In Florida, most residential real estate transactions utilize the form FAR/BAR Residential Contract for Purchase and Sale (“FAR/BAR Contract”). With over five million residential closings in Florida each year, the terms of the FAR/BAR contract impacts millions of transactions. Recently, the Fourth District Court of Appeals, in Florida Inv. Group 100, LLC v. Lafont, Case No. 4D18-2075 44 Fla. L. Weekly D 1063 (Fla. 4th DCA April 24, 2019), upended the real estate industry’s assumptions as it relates to the FAR/BAR contract and its finance contingency.
FAR/BAR Finance Contingency Clause
In 2017, the Florida Bar and Florida Realtors made significant changes to the FAR/BAR Contract. One such change was to the finance contingency, which replaced the phrase “loan commitment” with “loan approval.” As changed, the FAR/BAR Contract required the buyer to inform the seller in writing prior to the expiration of the loan approval period if they were unable to obtain loan approval. Within three days after receiving such notice, the seller had the option to cancel the contract and return the escrow deposit.
However, issues arise when lenders issue loan approvals with conditions because they did not obtain appraisals or confirmed other requirements for final loan approval during the finance contingency period. In essence, lenders treated loan approvals as if they were loan commitments. Unaware of the impacts of the 2017 changes, buyers and their agents assumed they could cancel a contract after the contingency period and recover the deposit if the appraisal came in under the contract price and the lender refused to lend.
Florida Inv. Group 100, LLC v. Lafont
This case arose out of the buyer’s efforts to recover her deposit on a residential real estate transaction that failed to close after the appraised value of the property was insufficient to allow the buyer to borrower funds under an approved loan with different financing terms than those in the contract.
The buyer and seller entered into an “AS IS” Residential Contract for the Sale and Purchase of real property in the amount of $620,000.00. The buyer made a deposit of $62,000.00. The contract set the closing date for June 15, 2017. The contract was contingent upon the buyer obtaining approval for a conventional loan within a “Loan Approval Period” of 30 days after the contract’s effective date, in the amount of $465,000.00 at a fixed interest rate for a term of 30 years. The contract required the buyer to use good faith and diligent effort to obtain “Loan Approval,” which the contract defined as: “approval of a loan meeting the Financing terms.” Further the contract required the buyer to “promptly deliver written notice” of such approval to the seller.
The contract further provided if the buyer was unable to obtain Loan Approval at any time prior to the expiration of the Loan Approval Period the buyer was to notify the seller in writing and elect to either waive Loan Approval or terminate the contract. The contract further stated if the buyer failed to timely deliver either notice of approval or non-approval prior to the expiration of the Loan Approval period, then “Loan Approval shall be deemed waived, in which event this Contract will continue as if Loan Approval had been obtained.”

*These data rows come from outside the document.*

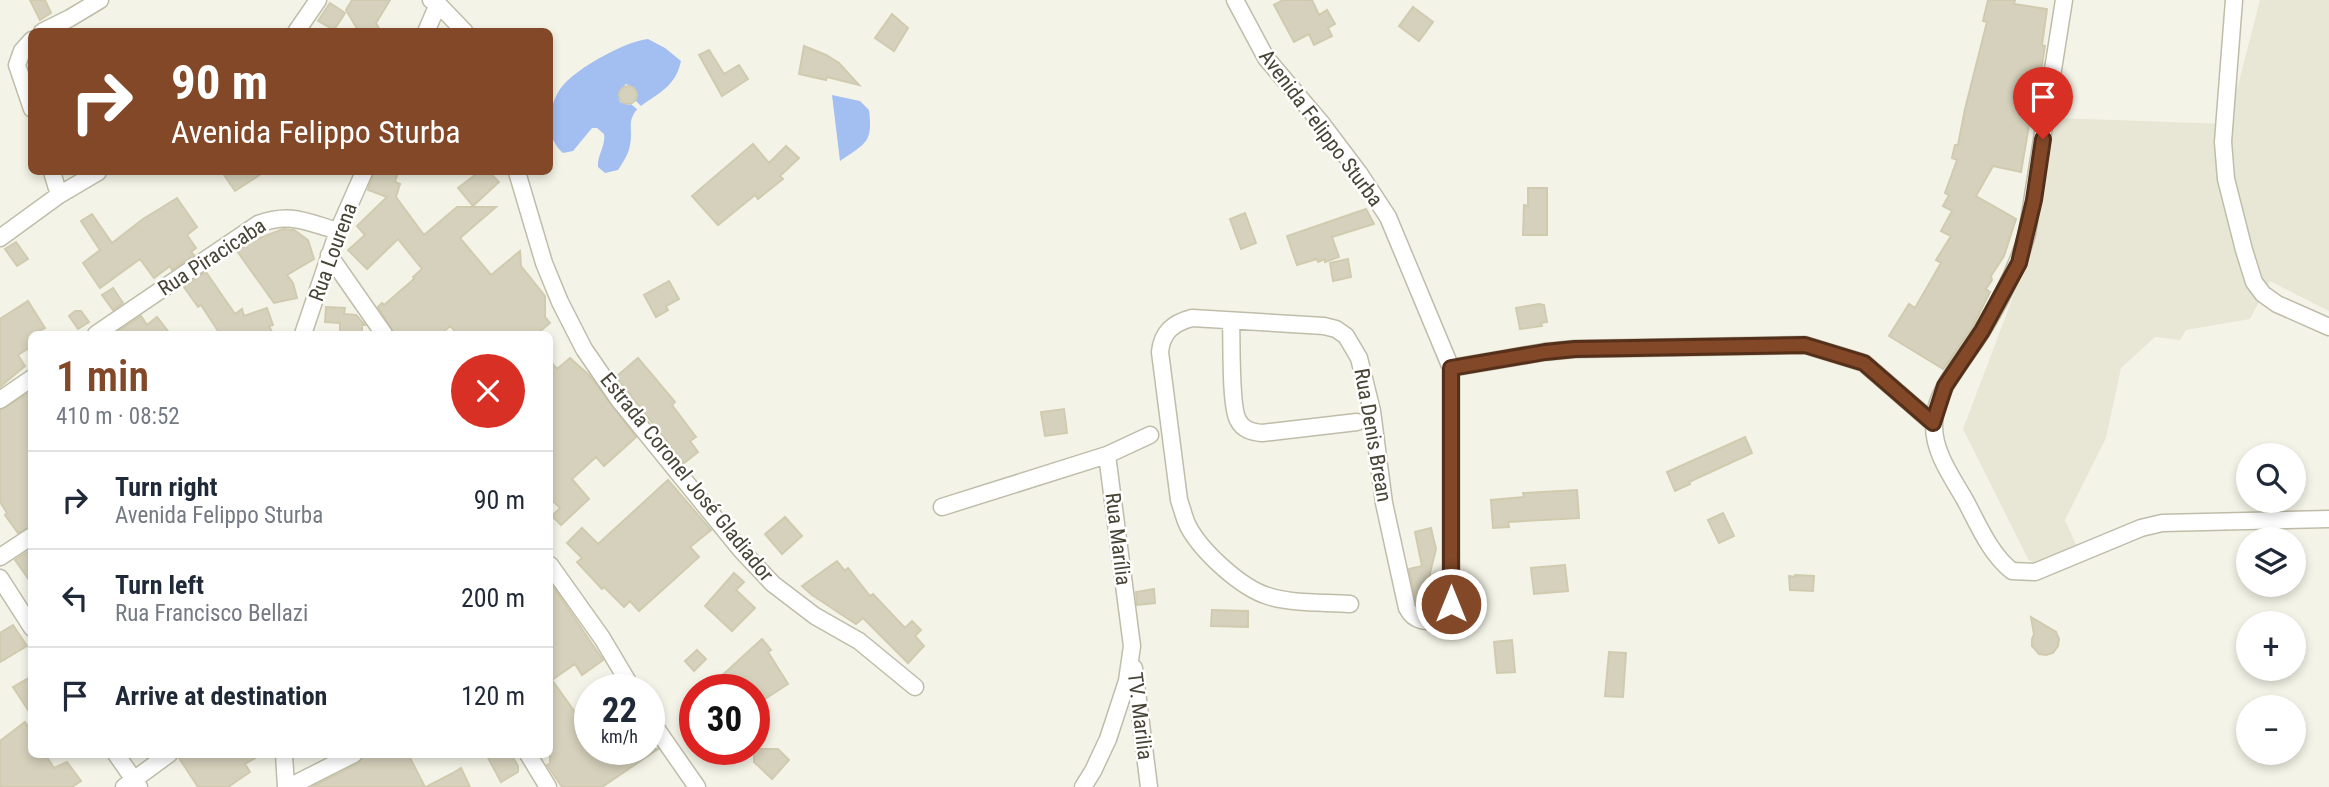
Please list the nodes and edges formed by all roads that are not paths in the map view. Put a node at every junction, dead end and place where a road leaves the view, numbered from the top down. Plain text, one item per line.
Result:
1 (100, 0) edge
2 (318, 0) edge
3 (1235, 0) edge
4 (2064, 0) edge
5 (2234, 0) edge
6 (434, 2) edge
7 (50, 28) edge
8 (299, 28) edge
9 (427, 28) edge
10 (461, 28) edge
11 (28, 44) edge
12 (28, 97) edge
13 (53, 175) edge
14 (92, 175) edge
15 (363, 175) edge
16 (518, 175) edge
17 (60, 195) junction
18 (338, 231) junction
19 (0, 238) edge
20 (329, 255) junction
21 (1231, 321) junction
22 (2329, 327) edge
23 (100, 331) edge
24 (304, 331) edge
25 (382, 331) edge
26 (1451, 368) junction
27 (28, 382) edge
28 (0, 400) edge
29 (1357, 422) dead end
30 (1933, 423) junction
31 (1150, 435) dead end
32 (1107, 455) junction
33 (942, 507) dead end
34 (2329, 520) edge
35 (28, 539) edge
36 (0, 557) edge
37 (553, 569) edge
38 (0, 578) edge
39 (1350, 604) dead end
40 (28, 622) edge
41 (1132, 646) junction
42 (623, 674) edge
43 (915, 687) dead end
44 (665, 741) edge
45 (118, 758) edge
46 (164, 758) edge
47 (284, 758) edge
48 (346, 758) edge
49 (530, 758) edge
50 (132, 785) edge
51 (287, 787) edge
52 (548, 787) edge
53 (697, 787) edge
54 (1083, 787) edge
55 (1149, 787) edge

1 - 7 street
2 - 8 street
3 - 26 street, Avenida Felippo Sturba
4 - 30 street
5 - 22 street
6 - 9 street
6 - 10 street
11 - 12 street
13 - 17 street
14 - 17 street
15 - 18 street, Rua Lourena
16 - 43 street, Estrada Coronel José Gladiador
17 - 19 street
18 - 20 street, Rua Lourena
18 - 23 street, Rua Piracicaba
20 - 24 street, Rua Lourena
20 - 25 street
21 - 26 street, Rua Denis Brean
21 - 29 street
21 - 39 street, Rua Denis Brean
26 - 30 street
27 - 28 street
30 - 34 street
31 - 32 street
32 - 33 street
32 - 41 street, Rua Marília
35 - 36 street
37 - 42 street
38 - 40 street
41 - 54 street, Rua Marília
41 - 55 street, TV. Marilia
44 - 53 street
45 - 50 street
46 - 50 street
47 - 51 street
48 - 51 street
49 - 52 street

The contract further carved out an exception as to the appraisal. The contract specifically stated that if the Loan Approval has been obtained or deemed to have been obtained and Buyer fails to close then the Deposit shall be paid to Seller unless failure to close is due to “appraisal of the Property obtained by Buyer’s lender is insufficient to meet terms of the Loan Approval …”

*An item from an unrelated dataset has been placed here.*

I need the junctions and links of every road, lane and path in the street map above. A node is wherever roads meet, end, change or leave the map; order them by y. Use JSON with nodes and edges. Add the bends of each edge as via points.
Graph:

The buyer submitted a loan application to a lender for terms other than those specified in the contract. The buyer received conditional approval in that the loan to cost ratio could not exceed 80%. The buyer never obtained Loan Approval as defined in the contract. The buyer also did not provide written notice to the seller, prior to the expiration of the Loan Approval period that she was unable to obtain Loan Approval.

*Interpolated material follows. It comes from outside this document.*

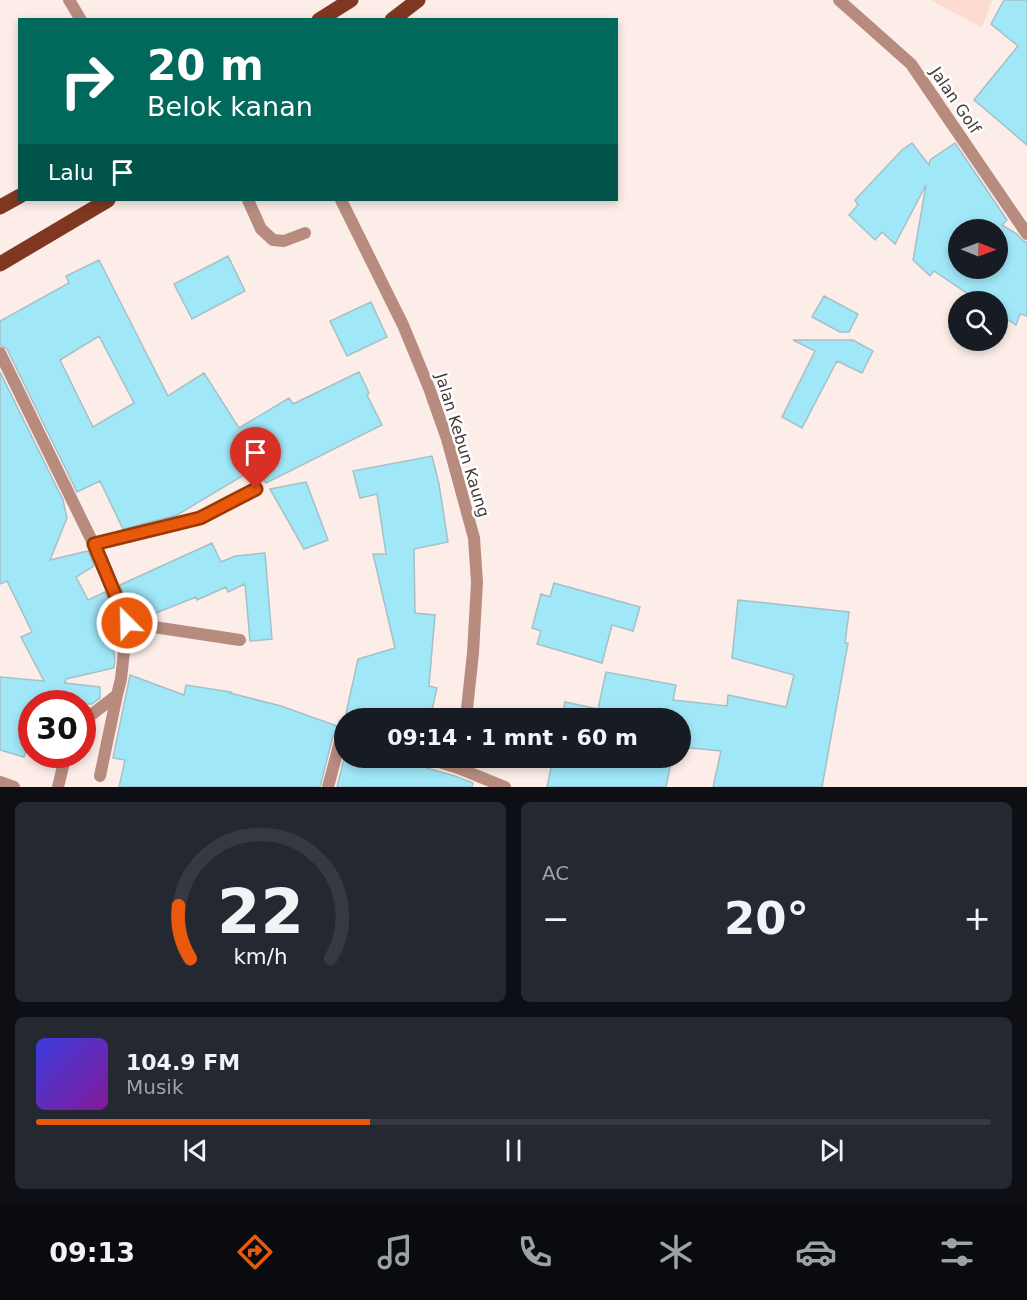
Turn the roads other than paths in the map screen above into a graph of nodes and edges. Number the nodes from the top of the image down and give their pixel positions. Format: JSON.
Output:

After expiration of the Loan Approval period the lender that conditionally approved the buyer hired an appraiser that determined that the property’s market value was $485,000.00 which was $135,000.00 less than the purchase price. The lender subsequently sent the buyer a formal letter informing her that because the appraisal of the property came in substantially below the purchase price, the lender was unable to fund a mortgage for the purchase of the property, despite the buyer’s loan application being otherwise approved.
After expiration of the Loan Approval period the buyer’s real estate agent sent the seller a proposed Release and Cancellation of Contract, seeking to cancel the contract and to instruct the escrow agent to disburse the deposit to the buyer. The buyer failed to close on the closing date. The day after the closing date specified in the contract, the seller’s counsel sent a letter to the escrow agent asserting that the seller was entitled to the deposit.
The buyer filed a complaint against the seller for breach of contract. The buyer acknowledged that the Loan Approval was deemed waived because she did not provide written notice as required by the contract but the buyer alleged that the appraisal of the property obtained by her lender was insufficient to meet the terms of the “Loan Approval.” Therefore, the buyer was entitled to be refunded the escrow deposit and be released from any further obligations under the contract. The trial court ruled in favor of the buyer.
The issue presented on appeal was whether the buyer, who never obtained “Loan Approval” as defined in the contract, was excused from performance of the contract where the appraisal of the property was insufficient under a proposed loan transaction that did not meet the financing terms required for Loan Approval. The Fourth District Court of Appeals overturned the lower court’s decision finding that the plain language of the contract did not excuse the buyer’s performance because there was never an appraisal of the property obtained by the buyer’s lender that was insufficient to meet the terms of Loan Approval as defined in the contract.
The Court recognized that the parties defined “Loan Approval” in the contract itself, therefore the contractual definition controlled. Applying the contractual definition of Loan Approval in the contract, the Court found that the appraisal clause would only be triggered if the buyer had applied for a loan for the terms specified in the contract. Since the buyer never applied for the loan terms specified in the contract then the buyer could not rely upon the clause “appraisal of the Property obtained by Buyer’s lender is insufficient to meet terms of the Loan Approval” to cancel the contract.
This decision highlights the importance of drafting contract terms to fulfill anticipated needs of the transaction. The lesson that we should all take away from this case is if you take the time to include specific financing terms under the finance contingency section of a real estate contract the buyer should apply for a loan under those terms and always adhere to deadlines specified in the contract.